- _What you need to do_:
Without the pictures, restate all of the data below word for word.

[Dataset entries]

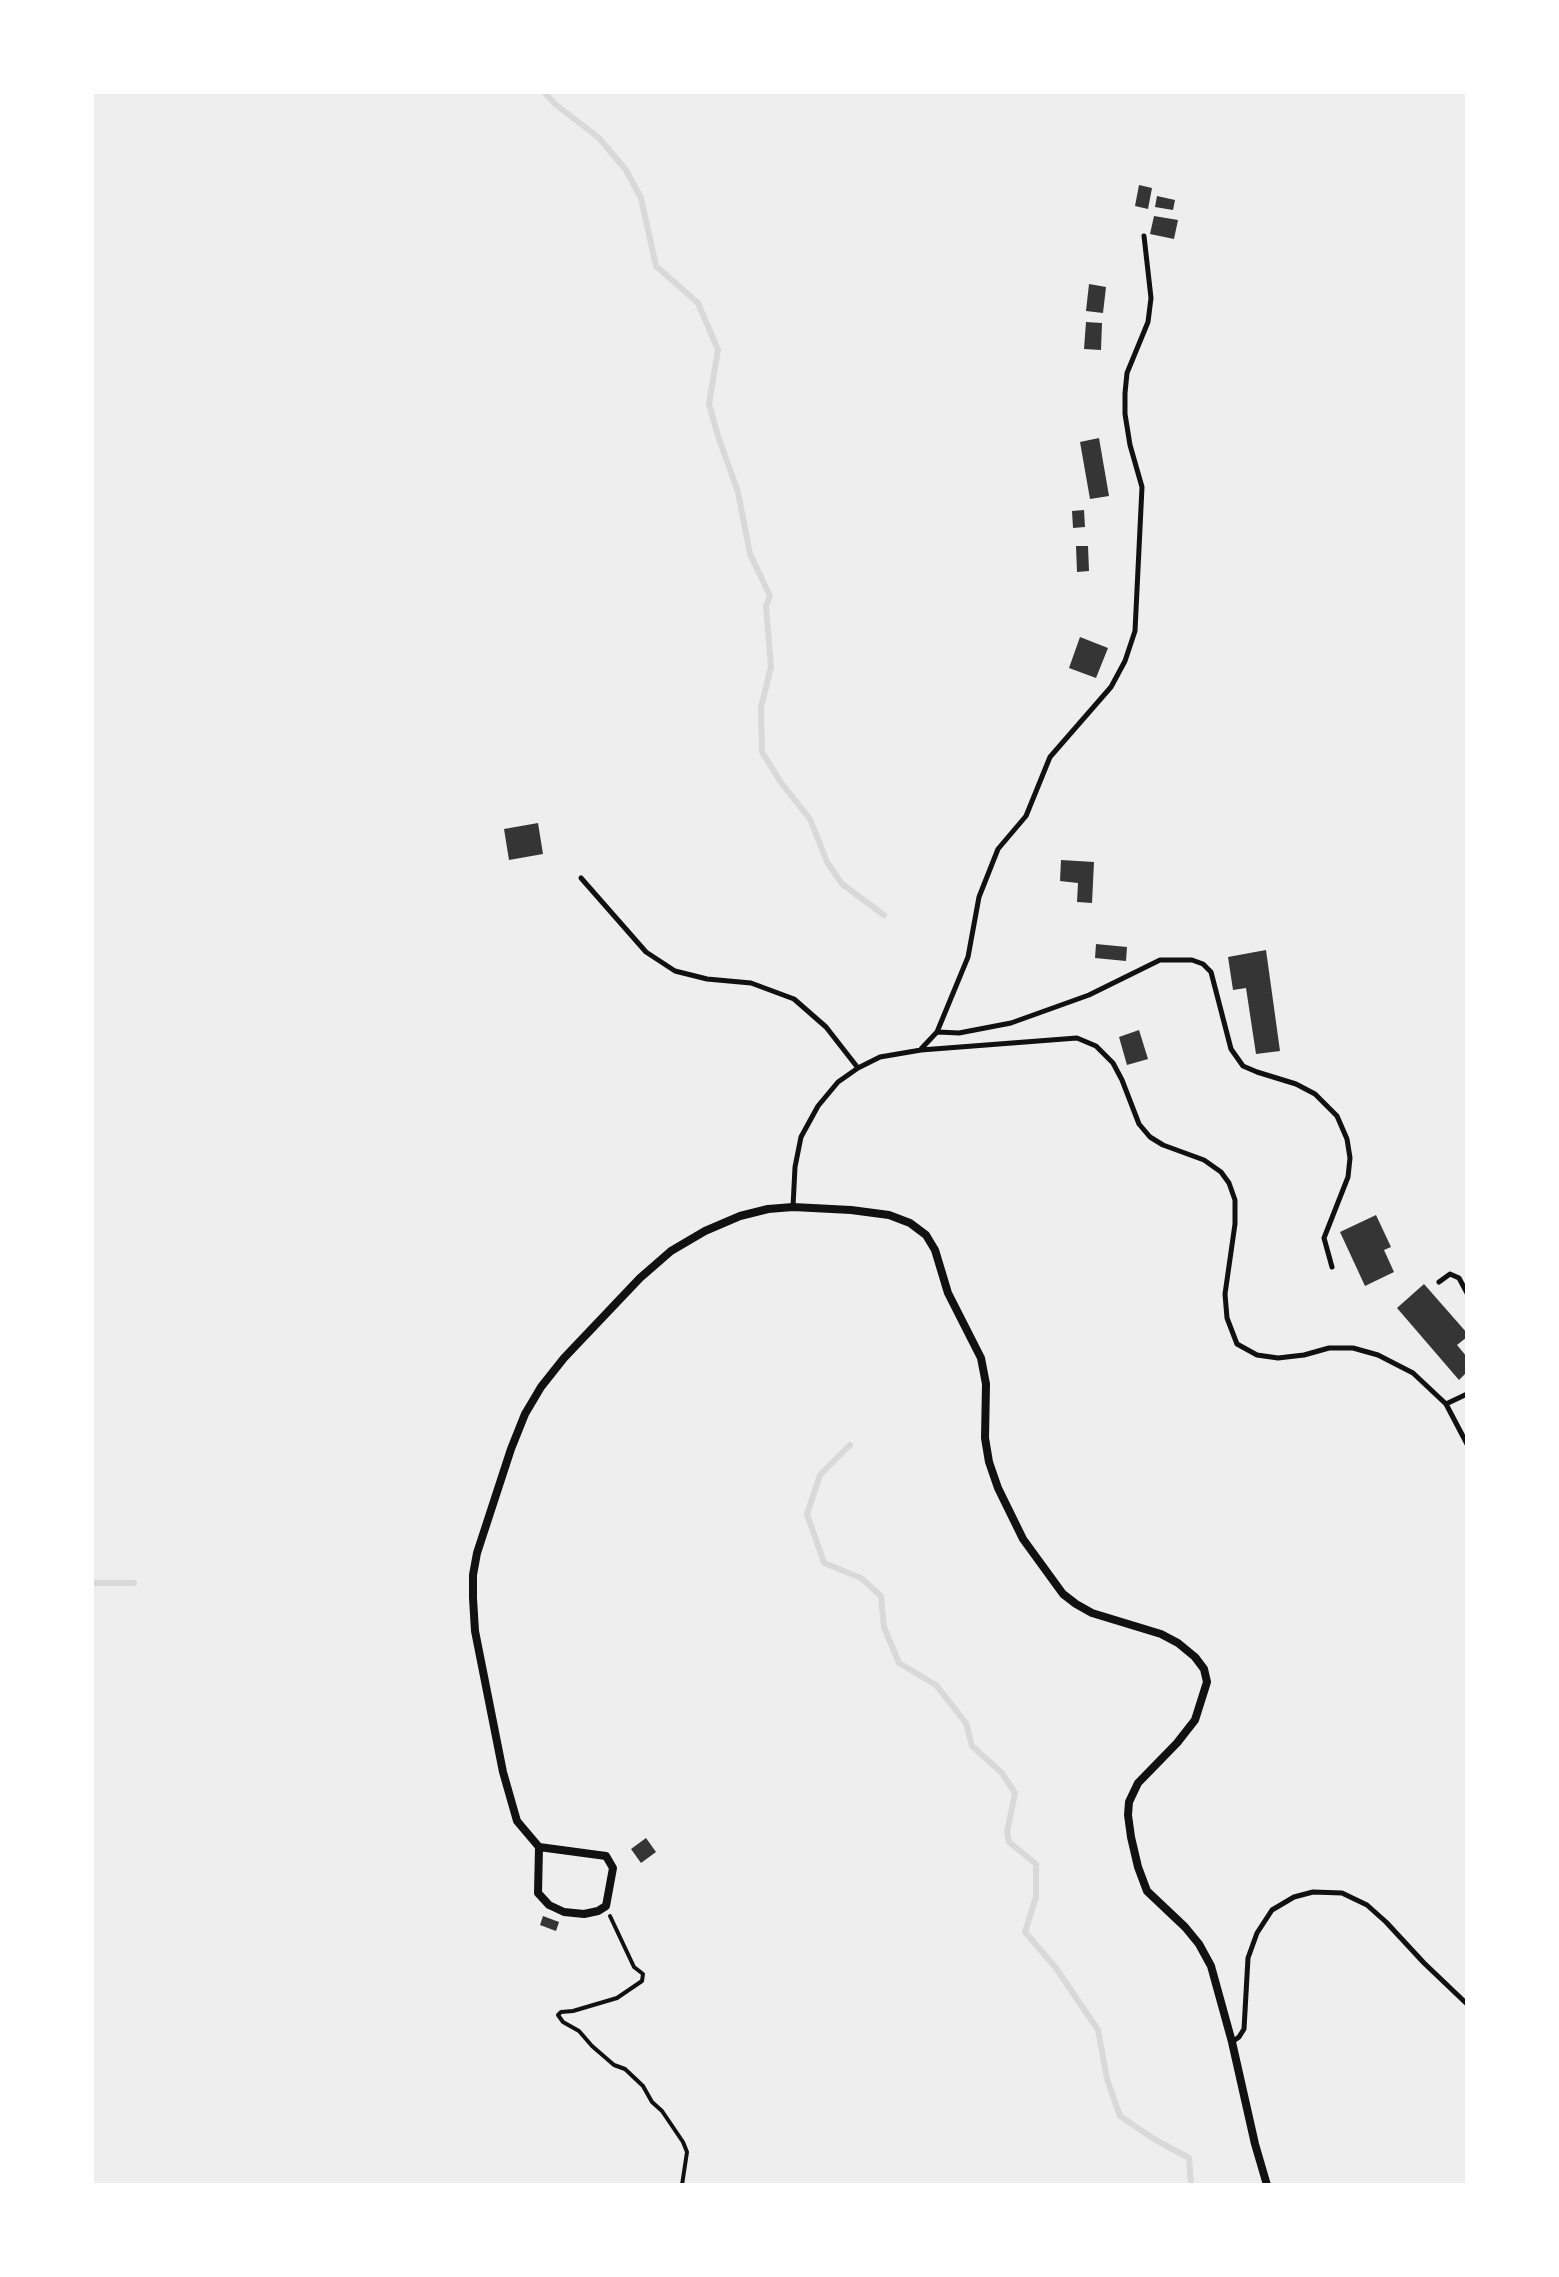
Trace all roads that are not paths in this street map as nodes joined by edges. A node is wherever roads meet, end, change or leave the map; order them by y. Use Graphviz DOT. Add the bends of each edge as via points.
graph roads {
  1 [pos="1144,236"];
  2 [pos="581,878"];
  3 [pos="937,1032"];
  4 [pos="921,1050"];
  5 [pos="858,1068"];
  6 [pos="793,1207"];
  7 [pos="1332,1267"];
  8 [pos="1439,1282"];
  9 [pos="1467,1293"];
  10 [pos="1467,1394"];
  11 [pos="1446,1404"];
  12 [pos="1467,1444"];
  13 [pos="539,1847"];
  14 [pos="1467,2004"];
  15 [pos="1232,2042"];
  16 [pos="1267,2185"];
  1 -- 3 [label="lane" via="1151,298 1125,393 1130,445 1142,487 1135,631 1111,687 1050,757 1026,816 998,849 979,897 968,957"];
  2 -- 5 [label="lane" via="646,952 675,971 751,983 794,999 826,1027"];
  3 -- 4 [label="lane"];
  3 -- 7 [label="lane" via="1011,1023 1089,995 1160,960 1203,964 1211,972 1231,1049 1243,1066 1315,1094 1337,1116 1347,1139 1348,1177 1324,1238"];
  4 -- 5 [label="lane" via="880,1057"];
  4 -- 11 [label="lane" via="1077,1038 1096,1046 1113,1063 1139,1124 1150,1137 1204,1160 1229,1183 1235,1224 1225,1294 1237,1344 1278,1358 1329,1348 1378,1355 1413,1373"];
  5 -- 6 [label="lane" via="818,1106 801,1137"];
  6 -- 13 [label="street" via="740,1216 671,1251 541,1387 511,1449 477,1553 473,1609 503,1772 517,1821"];
  6 -- 15 [label="street" via="889,1215 926,1235 981,1358 989,1462 1023,1539 1076,1604 1161,1634 1204,1669 1207,1682 1195,1720 1138,1783 1128,1815 1147,1891 1205,1955"];
  8 -- 9 [label="lane" via="1450,1274 1459,1278"];
  10 -- 11 [label="lane"];
  11 -- 12 [label="lane"];
  13 -- 13 [label="street" via="606,1856 613,1868 606,1906 584,1914 549,1905 538,1893"];
  14 -- 15 [label="lane" via="1367,1905 1342,1893 1313,1892 1272,1910 1257,1933 1248,1958 1244,2029"];
  15 -- 16 [label="street"];
}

[/Dataset entries]

- _Answer to this exercise_:
Trace all roads that are not paths in this street map as nodes joined by edges. A node is wherever roads meet, end, change or leave the map; order them by y. Use Graphviz DOT. Add the bends of each edge as via points.
graph roads {
  1 [pos="1144,236"];
  2 [pos="581,878"];
  3 [pos="937,1032"];
  4 [pos="921,1050"];
  5 [pos="858,1068"];
  6 [pos="793,1207"];
  7 [pos="1332,1267"];
  8 [pos="1439,1282"];
  9 [pos="1467,1293"];
  10 [pos="1467,1394"];
  11 [pos="1446,1404"];
  12 [pos="1467,1444"];
  13 [pos="539,1847"];
  14 [pos="1467,2004"];
  15 [pos="1232,2042"];
  16 [pos="1267,2185"];
  1 -- 3 [label="lane" via="1151,298 1125,393 1130,445 1142,487 1135,631 1111,687 1050,757 1026,816 998,849 979,897 968,957"];
  2 -- 5 [label="lane" via="646,952 675,971 751,983 794,999 826,1027"];
  3 -- 4 [label="lane"];
  3 -- 7 [label="lane" via="1011,1023 1089,995 1160,960 1203,964 1211,972 1231,1049 1243,1066 1315,1094 1337,1116 1347,1139 1348,1177 1324,1238"];
  4 -- 5 [label="lane" via="880,1057"];
  4 -- 11 [label="lane" via="1077,1038 1096,1046 1113,1063 1139,1124 1150,1137 1204,1160 1229,1183 1235,1224 1225,1294 1237,1344 1278,1358 1329,1348 1378,1355 1413,1373"];
  5 -- 6 [label="lane" via="818,1106 801,1137"];
  6 -- 13 [label="street" via="740,1216 671,1251 541,1387 511,1449 477,1553 473,1609 503,1772 517,1821"];
  6 -- 15 [label="street" via="889,1215 926,1235 981,1358 989,1462 1023,1539 1076,1604 1161,1634 1204,1669 1207,1682 1195,1720 1138,1783 1128,1815 1147,1891 1205,1955"];
  8 -- 9 [label="lane" via="1450,1274 1459,1278"];
  10 -- 11 [label="lane"];
  11 -- 12 [label="lane"];
  13 -- 13 [label="street" via="606,1856 613,1868 606,1906 584,1914 549,1905 538,1893"];
  14 -- 15 [label="lane" via="1367,1905 1342,1893 1313,1892 1272,1910 1257,1933 1248,1958 1244,2029"];
  15 -- 16 [label="street"];
}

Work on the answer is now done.